I have nothing to forgive Jack after all. And so in spite of everything
Jack was suffered at home and accompanied me again and again in my walks
abroad; and there were more blank days, or if not altogether blank,
seeing that there was Jack himself to be observed and thought about,
they were not the kind of days I had counted on having. My only
consolation was that Jack failed to capture more than one out of every
hundred, or perhaps five hundred, of the creatures he hunted, and that I
was even able to save a few of these. But I could not help admiring
his tremendous energy and courage, especially in cliff-climbing when
we visited the headlands--those stupendous masses and lofty piles of
granite which rise like castles built by giants of old. He would almost
make me tremble for his life when, after climbing on to some projecting
rock, he would go to the extreme end and look down over it as if it
pleased him to watch the big waves break in foam on the black rocks a
couple of hundred feet below. But it was not the big green waves or any
sight in nature that drew him--he sniffed and sniffed and wriggled and
twisted his black nose, and raised and depressed his ears as he sniffed,
and was excited solely because the upward currents of air brought him
tidings of living creatures that lurked in the rocks below--badger and
fox and rabbit.

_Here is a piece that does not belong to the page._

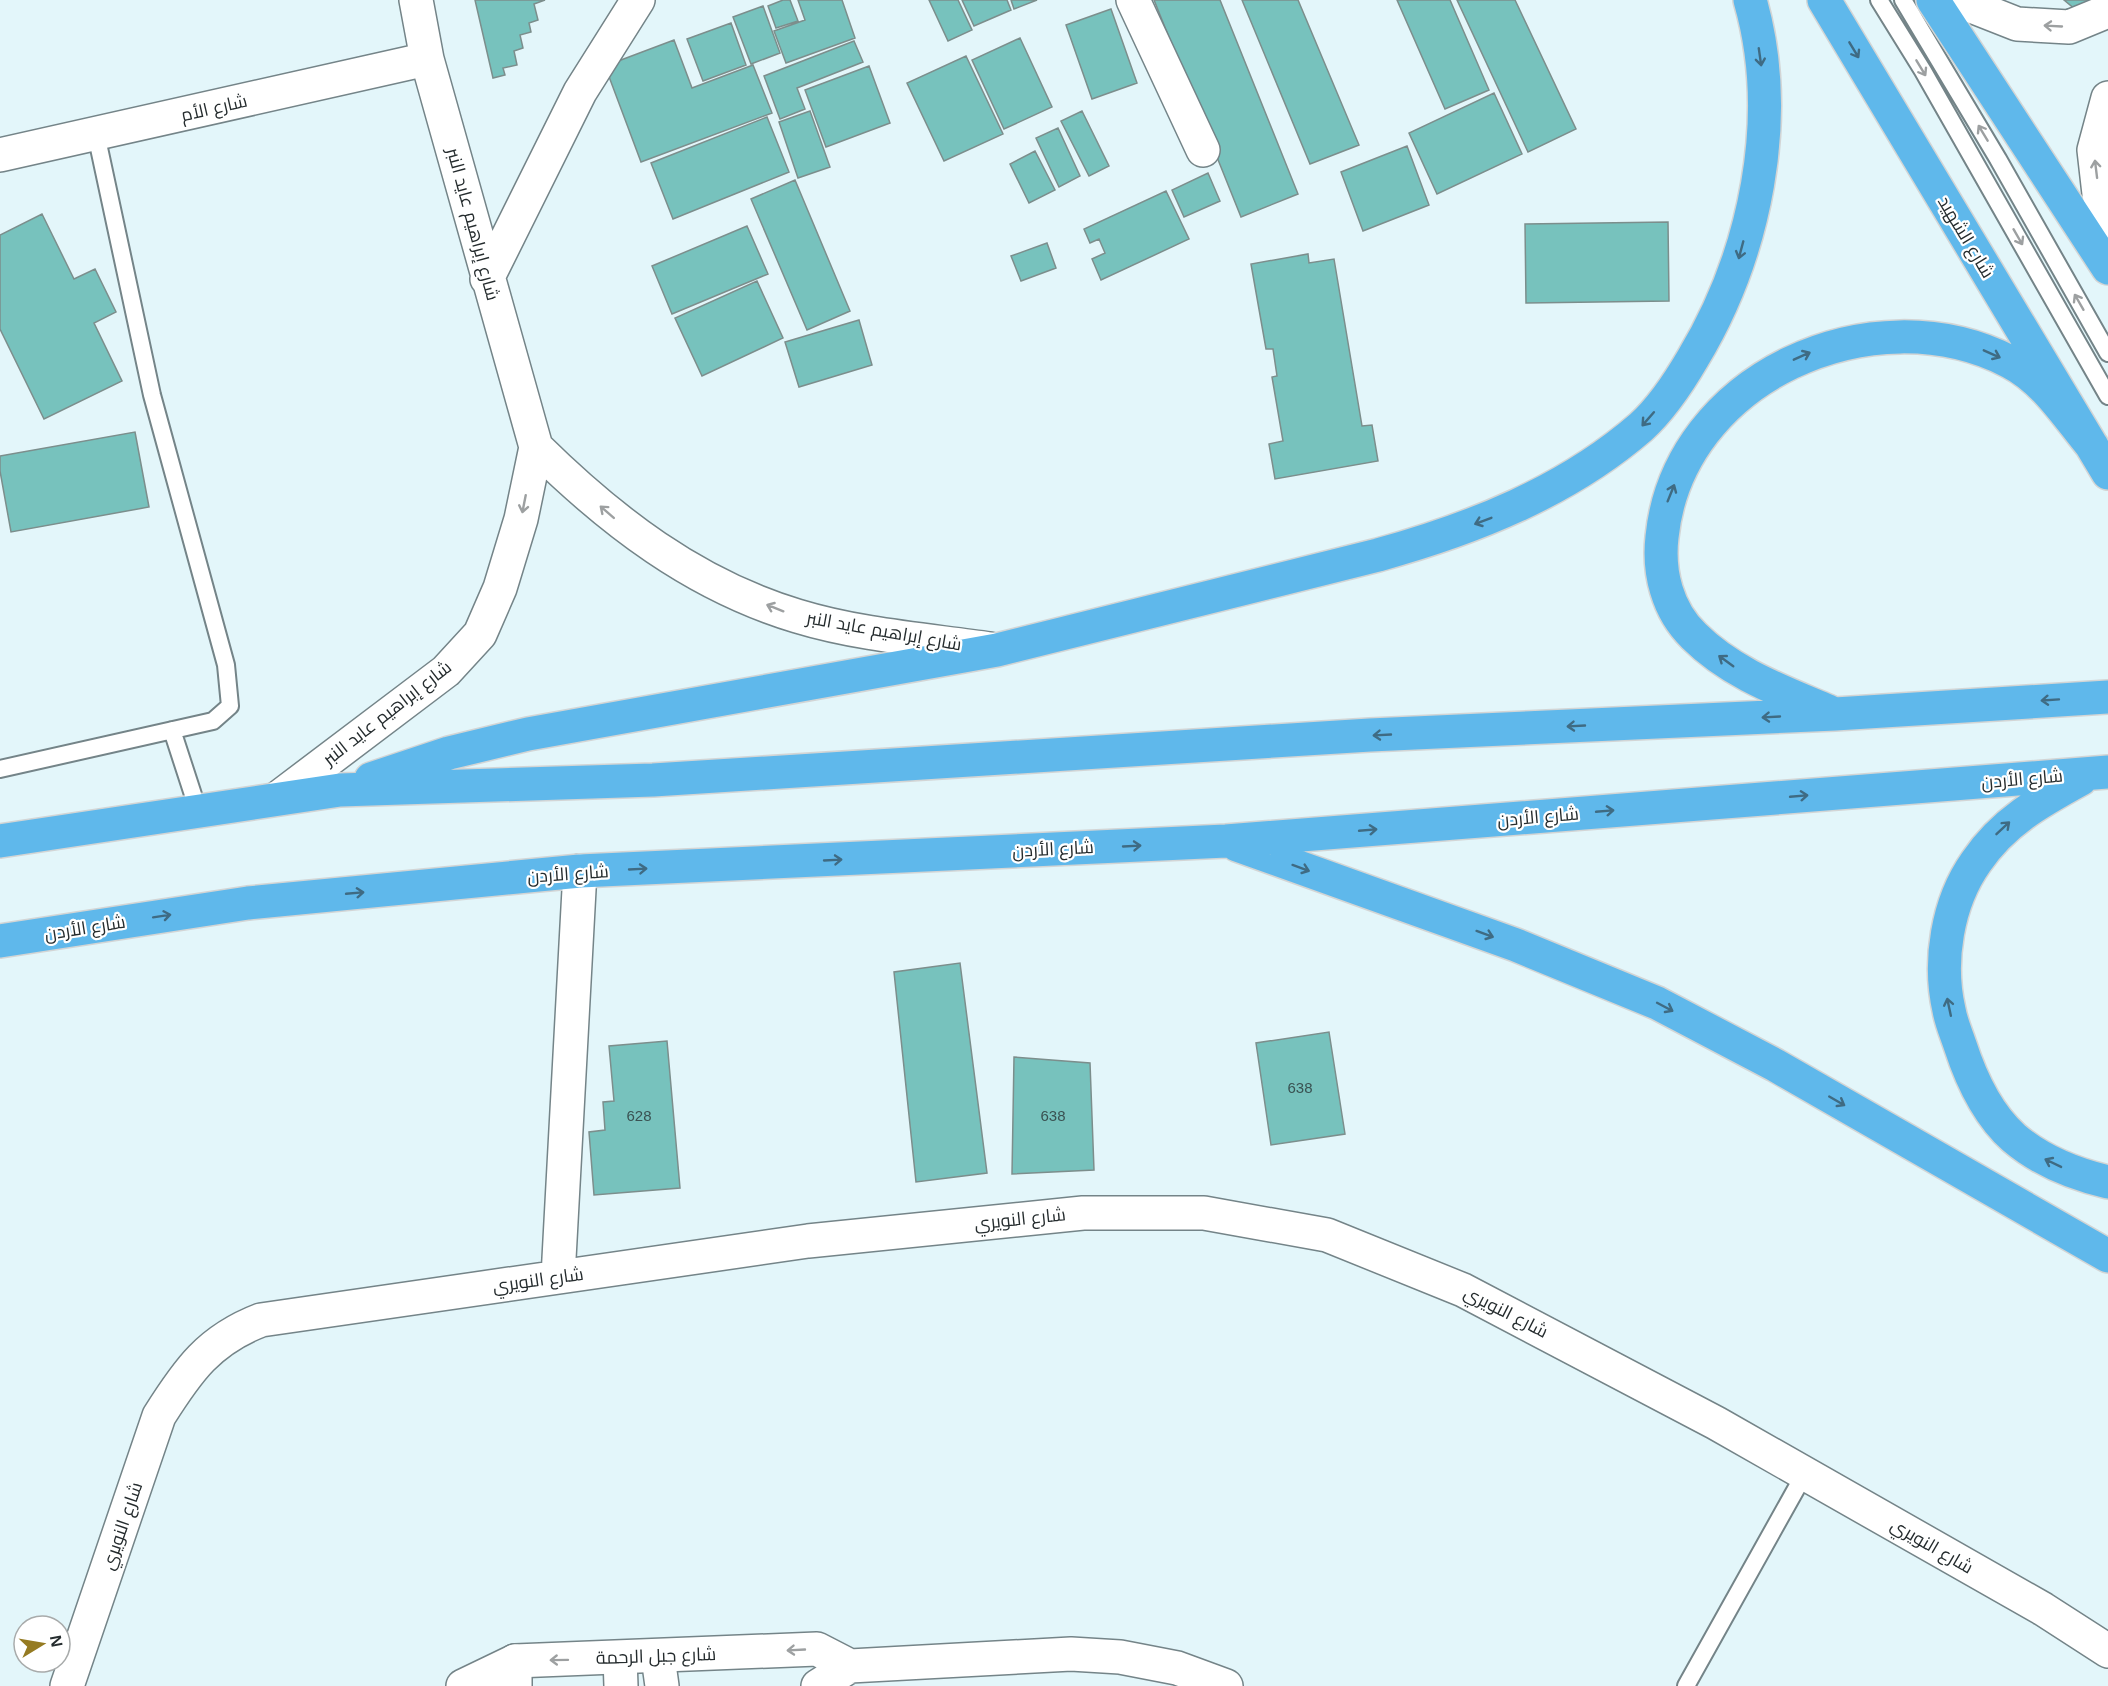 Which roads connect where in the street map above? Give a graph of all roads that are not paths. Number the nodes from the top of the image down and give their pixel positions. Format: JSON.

One day when quitting one of these places, on looking
up I spied Jack standing on the summit of a precipice about seventy-five
feet high. Jack saw me and waved his tail, and then started to come
straight down to me! From the top a faint rabbit track was, visible
winding downwards to within twenty-four feet of the ground; the rest
was a sheer wall of rock. Down he dashed, faster and faster as he got
to where the track ended, and then losing his footing he fell swiftly to
the earth, but luckily dropped on a deep spongy turf and was not hurt.

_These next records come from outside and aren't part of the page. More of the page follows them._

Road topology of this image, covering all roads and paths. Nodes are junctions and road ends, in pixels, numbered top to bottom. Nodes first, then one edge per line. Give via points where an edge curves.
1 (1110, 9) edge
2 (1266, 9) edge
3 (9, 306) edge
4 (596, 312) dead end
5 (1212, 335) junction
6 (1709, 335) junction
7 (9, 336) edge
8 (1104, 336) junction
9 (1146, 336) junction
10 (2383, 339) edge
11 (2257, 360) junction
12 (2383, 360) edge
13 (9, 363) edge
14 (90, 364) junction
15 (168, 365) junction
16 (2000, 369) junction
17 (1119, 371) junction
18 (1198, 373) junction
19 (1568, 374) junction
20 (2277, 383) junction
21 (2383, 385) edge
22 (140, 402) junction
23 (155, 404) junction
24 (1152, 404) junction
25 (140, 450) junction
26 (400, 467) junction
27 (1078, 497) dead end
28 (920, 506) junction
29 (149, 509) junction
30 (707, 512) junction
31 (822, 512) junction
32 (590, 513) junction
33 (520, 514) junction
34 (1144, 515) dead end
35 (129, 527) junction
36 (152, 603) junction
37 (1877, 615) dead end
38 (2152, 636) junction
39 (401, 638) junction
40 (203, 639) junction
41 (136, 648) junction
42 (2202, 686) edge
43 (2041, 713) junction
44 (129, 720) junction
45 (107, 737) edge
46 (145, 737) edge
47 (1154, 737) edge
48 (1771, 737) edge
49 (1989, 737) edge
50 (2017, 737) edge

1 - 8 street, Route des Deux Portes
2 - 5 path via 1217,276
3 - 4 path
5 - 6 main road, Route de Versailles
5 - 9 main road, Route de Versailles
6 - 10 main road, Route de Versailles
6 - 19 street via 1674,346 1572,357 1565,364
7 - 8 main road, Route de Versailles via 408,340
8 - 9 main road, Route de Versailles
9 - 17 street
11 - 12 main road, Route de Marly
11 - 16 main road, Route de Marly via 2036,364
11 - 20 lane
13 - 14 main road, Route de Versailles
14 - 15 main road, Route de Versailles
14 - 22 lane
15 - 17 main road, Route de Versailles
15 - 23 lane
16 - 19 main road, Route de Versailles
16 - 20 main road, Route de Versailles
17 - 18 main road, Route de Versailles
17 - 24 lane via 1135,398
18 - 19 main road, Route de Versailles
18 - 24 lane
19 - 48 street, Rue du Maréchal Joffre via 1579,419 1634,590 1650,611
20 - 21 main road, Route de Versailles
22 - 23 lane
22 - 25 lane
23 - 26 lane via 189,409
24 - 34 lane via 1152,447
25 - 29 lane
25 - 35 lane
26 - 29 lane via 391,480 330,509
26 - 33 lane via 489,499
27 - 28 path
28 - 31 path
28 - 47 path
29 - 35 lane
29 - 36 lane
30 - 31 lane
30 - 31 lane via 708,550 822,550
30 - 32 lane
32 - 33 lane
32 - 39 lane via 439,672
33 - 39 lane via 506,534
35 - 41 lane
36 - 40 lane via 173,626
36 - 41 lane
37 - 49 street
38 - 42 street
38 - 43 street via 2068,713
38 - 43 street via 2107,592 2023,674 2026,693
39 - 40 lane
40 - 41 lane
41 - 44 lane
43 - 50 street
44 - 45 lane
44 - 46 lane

After witnessing this reckless act I knew how he had come by those
frightful bruises on a former occasion. He had doubtless fallen a long
way down a cliff and had been almost crushed on the stones. But the
lesson was lost on Jack; he would have it that where rabbits and foxes
went he could go!

After all, the chief pleasure those blank bad days had for me was the
thought that Jack was as happy as he could well be. But it was not
enough to satisfy me, and by and by it came into my mind that I had
been long enough at that place. It was hard to leave Jack, who had put
himself so entirely in my hands, and trusted me so implicitly. But--the
weather was keeping very bad: was there ever known such a June as this
of 1907? So wet and windy and cold! Then, too, the bloom had gone from
the furze. It was, I remembered, to witness this chief loveliness that
I came. Looking on the wide moor and far-off boulder-strewn hills and
seeing how rusty the bushes were, I quoted--

   The bloom has gone, and with the bloom go I,

and early in the morning, with all my belongings on my back, I stole
softly forth, glancing apprehensively in the direction of the kennel,
and out on to the windy road. It was painful to me to have to decamp in
this way; it made me think meanly of myself; but if Jack could read this
and could speak his mind I think he would acknowledge that my way of
bringing the connection to an end was best for both of us. I was not
the person, or dog on two legs, he had taken me for, one with a proper
desire to kill things: I only acted according to my poor lights.
Nothing, then, remains to be said except that one word which it was not
convenient to speak on the windy morning of my departure--Good-bye Jack.